Similarly, as shown in FIG. 7B, blades 168 of casing bit 163 may include one or more rotationally trailing grooves 181 formed therein, wherein the rotationally trailing groove 181 has a substantially constant width along its extent, which may follow a circumferential path or a tangential path, in relation to an intended direction of rotation of the casing bit 163. Alternatively, rotationally trailing groove 181 may follow a desired path through blades 168. One of blades 168 may include at least one rotationally trailing groove 181, or, alternatively, more than one of blades 168 may include at least one rotationally trailing groove 181. Rotationally trailing grooves 181 may extend at least partially through a portion of a blade 168, through a portion of nose portion 160, or both. Thus, rotationally trailing grooves 181 may communicate drilling fluid between the interior of the casing bit 163 and the exterior thereof. As noted above, the presence of rotationally trailing grooves 181 may aid in drilling through the casing bit 163, by separating blades 168 into smaller sections as they are partially drilled through by a drilling tool.
More particularly, FIG. 7C shows a partial schematic top elevation view of rotationally trailing grooves 181A and 181B disposed about longitudinal axis 189 of casing bit 163. As shown in FIG. 7C, casing bit 163 may include a circumferentially trailing groove 181A, a tangentially trailing groove 181B, both, or neither. Alternatively or additionally, casing bit 163 (FIG. 7B) may include a rotationally trailing groove 181 following a generally straight or arcuate path, oriented as desired, through a blade 168 thereof, without limitation. Likewise, casing bit 162 (FIG. 7A) may include a rotationally trailing groove 180 following a generally straight or arcuate path, oriented as desired, through a blade 168 thereof, which may be circumferentially trailing or tangentially trailing, without limitation.

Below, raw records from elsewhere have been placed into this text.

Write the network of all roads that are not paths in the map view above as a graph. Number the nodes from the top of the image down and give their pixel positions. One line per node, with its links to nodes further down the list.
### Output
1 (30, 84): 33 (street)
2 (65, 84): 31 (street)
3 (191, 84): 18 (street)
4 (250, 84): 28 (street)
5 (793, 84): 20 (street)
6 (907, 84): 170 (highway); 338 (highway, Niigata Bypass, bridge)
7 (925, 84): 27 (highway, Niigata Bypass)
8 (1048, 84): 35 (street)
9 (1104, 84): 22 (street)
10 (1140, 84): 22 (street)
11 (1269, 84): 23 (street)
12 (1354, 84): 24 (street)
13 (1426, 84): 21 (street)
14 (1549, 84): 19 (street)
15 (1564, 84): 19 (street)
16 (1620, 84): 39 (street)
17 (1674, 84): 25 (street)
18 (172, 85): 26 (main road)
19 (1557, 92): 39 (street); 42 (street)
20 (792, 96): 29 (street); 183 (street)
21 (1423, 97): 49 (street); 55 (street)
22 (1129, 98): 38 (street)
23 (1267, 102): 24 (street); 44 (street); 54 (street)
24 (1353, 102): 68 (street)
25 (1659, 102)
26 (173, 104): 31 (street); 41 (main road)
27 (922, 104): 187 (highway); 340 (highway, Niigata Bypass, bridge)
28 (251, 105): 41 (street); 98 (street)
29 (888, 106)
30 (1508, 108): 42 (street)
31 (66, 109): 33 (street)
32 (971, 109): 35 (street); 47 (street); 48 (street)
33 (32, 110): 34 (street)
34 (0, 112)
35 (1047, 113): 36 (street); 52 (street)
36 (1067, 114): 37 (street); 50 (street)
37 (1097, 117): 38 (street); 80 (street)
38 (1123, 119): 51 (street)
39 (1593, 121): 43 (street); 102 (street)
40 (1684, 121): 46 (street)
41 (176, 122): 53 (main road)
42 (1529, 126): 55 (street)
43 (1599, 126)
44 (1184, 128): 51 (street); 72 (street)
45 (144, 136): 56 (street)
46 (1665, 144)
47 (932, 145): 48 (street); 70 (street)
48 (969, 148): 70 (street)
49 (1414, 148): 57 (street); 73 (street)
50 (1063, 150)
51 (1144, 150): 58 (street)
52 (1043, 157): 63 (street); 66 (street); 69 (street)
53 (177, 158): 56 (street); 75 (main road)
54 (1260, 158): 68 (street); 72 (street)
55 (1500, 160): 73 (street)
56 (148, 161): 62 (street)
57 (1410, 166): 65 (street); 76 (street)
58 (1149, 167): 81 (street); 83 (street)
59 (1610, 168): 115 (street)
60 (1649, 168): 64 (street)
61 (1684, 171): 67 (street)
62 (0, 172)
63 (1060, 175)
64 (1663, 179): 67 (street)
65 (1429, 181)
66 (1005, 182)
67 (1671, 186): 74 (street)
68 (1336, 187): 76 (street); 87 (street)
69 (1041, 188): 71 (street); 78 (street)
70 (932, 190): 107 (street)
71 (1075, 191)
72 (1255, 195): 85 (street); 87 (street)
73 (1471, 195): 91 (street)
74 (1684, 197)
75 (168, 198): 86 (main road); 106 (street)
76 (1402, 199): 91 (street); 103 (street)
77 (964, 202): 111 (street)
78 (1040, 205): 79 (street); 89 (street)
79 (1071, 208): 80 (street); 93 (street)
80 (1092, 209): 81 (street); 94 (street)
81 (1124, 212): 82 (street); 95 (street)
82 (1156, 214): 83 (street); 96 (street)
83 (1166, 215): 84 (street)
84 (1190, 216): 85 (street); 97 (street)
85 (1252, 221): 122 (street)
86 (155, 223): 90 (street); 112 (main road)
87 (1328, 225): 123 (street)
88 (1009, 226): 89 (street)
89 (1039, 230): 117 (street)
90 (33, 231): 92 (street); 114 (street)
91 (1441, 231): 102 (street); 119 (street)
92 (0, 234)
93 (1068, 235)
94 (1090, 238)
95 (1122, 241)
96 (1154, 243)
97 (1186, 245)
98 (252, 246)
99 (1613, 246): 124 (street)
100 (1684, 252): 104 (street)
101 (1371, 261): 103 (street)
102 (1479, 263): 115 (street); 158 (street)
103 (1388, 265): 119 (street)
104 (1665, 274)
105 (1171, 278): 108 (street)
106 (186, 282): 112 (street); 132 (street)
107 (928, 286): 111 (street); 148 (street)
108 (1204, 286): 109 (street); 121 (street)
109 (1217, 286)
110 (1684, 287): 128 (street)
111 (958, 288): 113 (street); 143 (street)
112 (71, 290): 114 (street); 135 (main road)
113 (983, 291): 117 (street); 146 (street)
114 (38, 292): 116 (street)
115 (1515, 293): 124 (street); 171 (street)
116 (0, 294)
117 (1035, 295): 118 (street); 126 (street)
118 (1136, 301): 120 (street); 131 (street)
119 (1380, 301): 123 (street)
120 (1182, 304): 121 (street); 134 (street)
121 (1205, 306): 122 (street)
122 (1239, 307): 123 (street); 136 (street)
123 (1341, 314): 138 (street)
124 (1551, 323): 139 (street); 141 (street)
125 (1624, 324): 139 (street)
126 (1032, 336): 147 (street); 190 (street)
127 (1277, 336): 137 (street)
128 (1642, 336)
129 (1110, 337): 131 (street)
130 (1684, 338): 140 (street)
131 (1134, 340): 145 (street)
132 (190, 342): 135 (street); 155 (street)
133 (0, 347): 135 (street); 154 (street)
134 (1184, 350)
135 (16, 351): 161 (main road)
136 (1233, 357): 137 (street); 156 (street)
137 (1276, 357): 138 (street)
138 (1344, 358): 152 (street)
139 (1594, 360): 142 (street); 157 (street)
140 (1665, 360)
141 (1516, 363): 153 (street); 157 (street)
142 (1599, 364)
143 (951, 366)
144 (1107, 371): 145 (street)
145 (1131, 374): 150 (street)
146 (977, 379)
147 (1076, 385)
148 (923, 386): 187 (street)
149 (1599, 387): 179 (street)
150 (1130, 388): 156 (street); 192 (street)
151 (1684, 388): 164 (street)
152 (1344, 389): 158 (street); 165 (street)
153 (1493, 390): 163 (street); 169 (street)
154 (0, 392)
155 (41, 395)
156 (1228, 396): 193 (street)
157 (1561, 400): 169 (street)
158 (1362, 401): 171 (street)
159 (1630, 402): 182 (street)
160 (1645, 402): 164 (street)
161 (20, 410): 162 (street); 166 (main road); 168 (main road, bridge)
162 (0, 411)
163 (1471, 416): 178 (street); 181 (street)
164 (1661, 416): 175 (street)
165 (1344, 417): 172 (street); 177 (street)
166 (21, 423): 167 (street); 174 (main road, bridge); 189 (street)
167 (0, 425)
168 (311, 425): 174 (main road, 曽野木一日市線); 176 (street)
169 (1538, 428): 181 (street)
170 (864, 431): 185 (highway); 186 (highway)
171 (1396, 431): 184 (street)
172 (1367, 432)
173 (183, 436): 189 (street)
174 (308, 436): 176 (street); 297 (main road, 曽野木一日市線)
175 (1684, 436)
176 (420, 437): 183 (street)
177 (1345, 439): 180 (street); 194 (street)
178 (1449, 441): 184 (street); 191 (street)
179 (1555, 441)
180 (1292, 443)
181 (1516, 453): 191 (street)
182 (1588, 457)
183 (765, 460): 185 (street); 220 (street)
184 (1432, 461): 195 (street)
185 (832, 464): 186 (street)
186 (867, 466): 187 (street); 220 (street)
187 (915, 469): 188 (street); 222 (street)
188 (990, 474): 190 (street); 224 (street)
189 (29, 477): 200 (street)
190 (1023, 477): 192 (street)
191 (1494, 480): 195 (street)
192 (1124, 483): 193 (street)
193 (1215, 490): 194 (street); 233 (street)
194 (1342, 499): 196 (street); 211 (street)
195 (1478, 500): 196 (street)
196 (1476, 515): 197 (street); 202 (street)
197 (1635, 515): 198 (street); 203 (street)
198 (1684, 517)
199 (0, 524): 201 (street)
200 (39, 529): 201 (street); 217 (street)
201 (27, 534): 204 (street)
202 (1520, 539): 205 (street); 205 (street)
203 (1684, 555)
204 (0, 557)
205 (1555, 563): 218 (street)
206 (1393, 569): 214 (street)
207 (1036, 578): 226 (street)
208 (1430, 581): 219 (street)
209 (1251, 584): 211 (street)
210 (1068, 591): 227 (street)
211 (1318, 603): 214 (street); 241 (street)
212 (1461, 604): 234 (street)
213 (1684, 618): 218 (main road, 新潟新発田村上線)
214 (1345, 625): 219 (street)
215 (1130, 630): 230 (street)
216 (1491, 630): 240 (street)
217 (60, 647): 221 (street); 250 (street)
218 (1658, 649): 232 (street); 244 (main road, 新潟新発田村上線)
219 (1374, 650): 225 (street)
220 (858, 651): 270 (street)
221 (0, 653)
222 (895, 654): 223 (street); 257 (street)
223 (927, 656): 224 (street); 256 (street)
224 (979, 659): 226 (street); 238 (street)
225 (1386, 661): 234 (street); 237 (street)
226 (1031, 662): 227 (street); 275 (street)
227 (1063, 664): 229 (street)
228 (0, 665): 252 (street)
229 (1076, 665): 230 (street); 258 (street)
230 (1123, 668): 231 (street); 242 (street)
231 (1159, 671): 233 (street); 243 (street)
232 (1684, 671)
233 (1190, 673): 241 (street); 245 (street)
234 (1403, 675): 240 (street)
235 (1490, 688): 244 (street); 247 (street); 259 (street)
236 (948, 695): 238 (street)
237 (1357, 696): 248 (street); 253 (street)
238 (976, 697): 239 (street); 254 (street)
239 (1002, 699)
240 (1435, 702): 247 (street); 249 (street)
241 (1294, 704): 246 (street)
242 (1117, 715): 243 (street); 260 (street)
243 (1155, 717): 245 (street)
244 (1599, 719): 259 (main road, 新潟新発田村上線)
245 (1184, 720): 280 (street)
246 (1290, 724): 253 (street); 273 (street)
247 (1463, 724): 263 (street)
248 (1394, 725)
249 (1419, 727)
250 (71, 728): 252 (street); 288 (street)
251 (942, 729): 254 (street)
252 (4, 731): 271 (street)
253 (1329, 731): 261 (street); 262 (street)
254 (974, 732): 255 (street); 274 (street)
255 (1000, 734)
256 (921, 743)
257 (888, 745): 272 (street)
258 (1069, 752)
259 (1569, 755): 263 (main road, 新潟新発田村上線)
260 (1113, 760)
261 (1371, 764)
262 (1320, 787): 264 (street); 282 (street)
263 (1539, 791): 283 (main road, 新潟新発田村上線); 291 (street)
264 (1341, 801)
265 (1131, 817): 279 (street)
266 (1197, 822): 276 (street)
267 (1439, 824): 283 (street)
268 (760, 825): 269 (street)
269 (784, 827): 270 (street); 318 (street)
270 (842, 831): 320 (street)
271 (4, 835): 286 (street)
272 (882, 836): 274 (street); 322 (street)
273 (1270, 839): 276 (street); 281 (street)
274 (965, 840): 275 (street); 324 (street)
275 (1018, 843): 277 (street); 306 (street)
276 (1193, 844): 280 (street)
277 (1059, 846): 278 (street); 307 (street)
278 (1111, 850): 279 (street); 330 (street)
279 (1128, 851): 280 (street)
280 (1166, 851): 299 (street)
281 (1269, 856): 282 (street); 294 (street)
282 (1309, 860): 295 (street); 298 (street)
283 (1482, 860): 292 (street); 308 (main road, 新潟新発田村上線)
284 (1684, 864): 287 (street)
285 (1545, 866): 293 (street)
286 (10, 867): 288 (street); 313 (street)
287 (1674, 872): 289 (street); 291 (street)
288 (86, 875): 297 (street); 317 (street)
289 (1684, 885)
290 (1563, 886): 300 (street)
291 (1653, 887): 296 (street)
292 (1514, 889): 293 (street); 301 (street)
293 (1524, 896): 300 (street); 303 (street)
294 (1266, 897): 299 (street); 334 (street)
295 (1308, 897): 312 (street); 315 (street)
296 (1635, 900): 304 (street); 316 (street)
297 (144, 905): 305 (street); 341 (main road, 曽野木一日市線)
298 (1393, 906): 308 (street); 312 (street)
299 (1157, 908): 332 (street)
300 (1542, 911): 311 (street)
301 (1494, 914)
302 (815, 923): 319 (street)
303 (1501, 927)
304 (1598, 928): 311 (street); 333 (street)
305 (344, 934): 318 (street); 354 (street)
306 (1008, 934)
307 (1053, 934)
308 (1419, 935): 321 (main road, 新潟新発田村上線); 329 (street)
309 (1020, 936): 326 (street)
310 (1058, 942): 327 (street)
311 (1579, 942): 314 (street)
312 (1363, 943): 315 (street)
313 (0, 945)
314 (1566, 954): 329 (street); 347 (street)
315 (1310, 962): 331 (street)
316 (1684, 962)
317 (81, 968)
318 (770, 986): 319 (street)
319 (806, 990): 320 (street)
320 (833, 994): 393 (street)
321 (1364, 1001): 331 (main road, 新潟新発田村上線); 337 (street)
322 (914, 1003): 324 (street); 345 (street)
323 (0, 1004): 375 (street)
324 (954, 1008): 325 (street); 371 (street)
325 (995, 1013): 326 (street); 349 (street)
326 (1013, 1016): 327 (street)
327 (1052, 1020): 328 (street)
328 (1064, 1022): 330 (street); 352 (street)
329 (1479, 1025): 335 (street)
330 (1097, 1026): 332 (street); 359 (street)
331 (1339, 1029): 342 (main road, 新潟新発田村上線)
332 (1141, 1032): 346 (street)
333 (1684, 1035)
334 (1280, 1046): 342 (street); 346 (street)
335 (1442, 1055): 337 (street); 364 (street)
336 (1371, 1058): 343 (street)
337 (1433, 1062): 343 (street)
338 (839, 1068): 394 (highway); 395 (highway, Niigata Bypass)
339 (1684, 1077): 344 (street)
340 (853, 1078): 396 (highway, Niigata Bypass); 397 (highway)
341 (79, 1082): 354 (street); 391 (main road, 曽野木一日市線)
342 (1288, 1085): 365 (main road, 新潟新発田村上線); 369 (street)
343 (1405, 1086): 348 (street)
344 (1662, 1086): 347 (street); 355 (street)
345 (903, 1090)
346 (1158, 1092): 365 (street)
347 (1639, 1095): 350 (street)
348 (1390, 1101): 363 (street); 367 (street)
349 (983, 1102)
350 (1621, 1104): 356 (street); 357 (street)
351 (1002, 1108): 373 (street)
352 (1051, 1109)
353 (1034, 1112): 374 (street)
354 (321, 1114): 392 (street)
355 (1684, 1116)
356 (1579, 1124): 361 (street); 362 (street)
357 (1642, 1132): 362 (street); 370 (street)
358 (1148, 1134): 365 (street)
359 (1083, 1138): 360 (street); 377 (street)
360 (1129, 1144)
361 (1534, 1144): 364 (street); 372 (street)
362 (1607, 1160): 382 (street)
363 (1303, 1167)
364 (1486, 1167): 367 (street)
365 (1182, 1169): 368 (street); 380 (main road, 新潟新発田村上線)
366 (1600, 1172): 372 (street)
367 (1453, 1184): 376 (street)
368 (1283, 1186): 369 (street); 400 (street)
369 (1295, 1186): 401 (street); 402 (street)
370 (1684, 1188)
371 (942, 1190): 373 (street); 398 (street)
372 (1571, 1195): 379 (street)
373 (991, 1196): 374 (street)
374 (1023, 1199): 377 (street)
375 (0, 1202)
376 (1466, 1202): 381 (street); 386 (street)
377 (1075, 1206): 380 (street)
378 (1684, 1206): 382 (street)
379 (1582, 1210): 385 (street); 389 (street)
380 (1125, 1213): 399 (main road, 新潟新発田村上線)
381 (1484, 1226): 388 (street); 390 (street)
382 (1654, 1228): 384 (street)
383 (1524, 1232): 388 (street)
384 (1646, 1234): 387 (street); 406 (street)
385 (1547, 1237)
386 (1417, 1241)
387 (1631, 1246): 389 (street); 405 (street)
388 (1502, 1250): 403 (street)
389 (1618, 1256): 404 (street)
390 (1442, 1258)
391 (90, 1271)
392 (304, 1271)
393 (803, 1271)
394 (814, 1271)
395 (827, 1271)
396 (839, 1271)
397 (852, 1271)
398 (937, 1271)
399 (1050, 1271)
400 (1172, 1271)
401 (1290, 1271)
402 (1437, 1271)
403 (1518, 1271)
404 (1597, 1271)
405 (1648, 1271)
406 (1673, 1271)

Of course, the present invention contemplates that the size and configuration of rotationally trailing grooves may be selected and tailored for providing sufficient strength to the blades 168 for drilling. Thus, constant width rotationally trailing grooves 181 may be desirable in particular blade geometries while tapered rotationally trailing grooves 180 may be a desirable configuration in other blade geometries.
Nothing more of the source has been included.